Wi Jin-hak abandonó el Pabellón de Enseñanza Demoníaca y se dirigió al Palacio Celestial Demoníaco para informar sobre el progreso de las reformas educativas.
«Saludo al Señor de los Diez Mil Demonios.»
Mientras Wi Jin-hak presentaba sus respetos a su Maestro con la mayor reverencia, el Demonio Celestial asintió con una sonrisa de satisfacción que se extendió por su rostro.
«Jajaja. Puedes levantarte.»
Wi Jin-hak notó algo diferente hoy. El Demonio Celestial ya era conocido por ser un maestro benevolente con sus discípulos, pero hoy parecía particularmente amable y afectuoso.
«¿Ha ocurrido algo bueno, amo?»
«Hemos recibido una carta de nuestro hijo menor.»
«¿El más joven lo hizo?»
Con solo escuchar la palabra «el más joven» fue suficiente para que Wi Jin-hak también sonriera.
«Jajaja. No puedo esperar a escuchar qué maravilla ha logrado nuestro hijo menor esta vez, Maestro.»
«Hoho. Deberías estarlo.
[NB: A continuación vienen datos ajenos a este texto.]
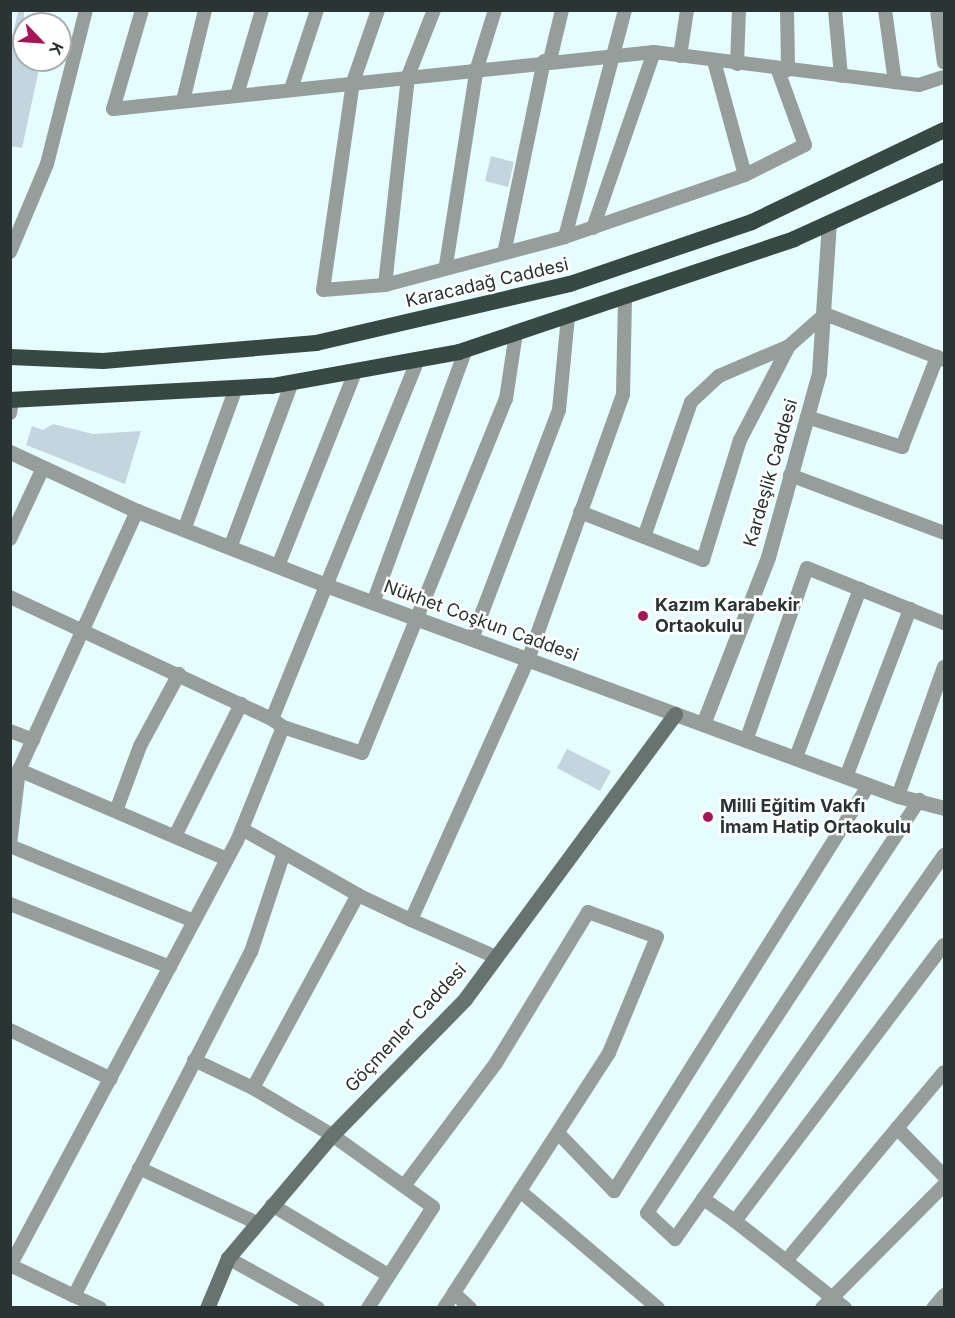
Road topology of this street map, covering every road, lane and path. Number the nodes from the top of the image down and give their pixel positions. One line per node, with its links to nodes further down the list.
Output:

Yo mismo me sorprendí bastante después de leer la carta.»
Mientras los dos hermanos se sonreían afectuosamente…
‘Genial. ¿Qué nuevo infierno está a punto de desatar sobre nosotros el Octavo Joven Maestro?’
Solo el Maestro del Pabellón de la Guardia Oculta mantuvo su rostro impasible, ocultando sus preocupaciones tras él.
Esos dos ocupaban puestos de autoridad, así que, naturalmente, considerarían impresionantes e ingeniosos los diversos cambios introducidos por Il-mok.
Pero para quienes realmente tenían que hacer el trabajo, la boca de ese niño era un billete de ida al desastre.
Puede que el Pabellón de la Enseñanza Demoníaca fuera el que peor lo pasara, pero en todas partes asolaba igualmente el fuego que Il-mok había encendido.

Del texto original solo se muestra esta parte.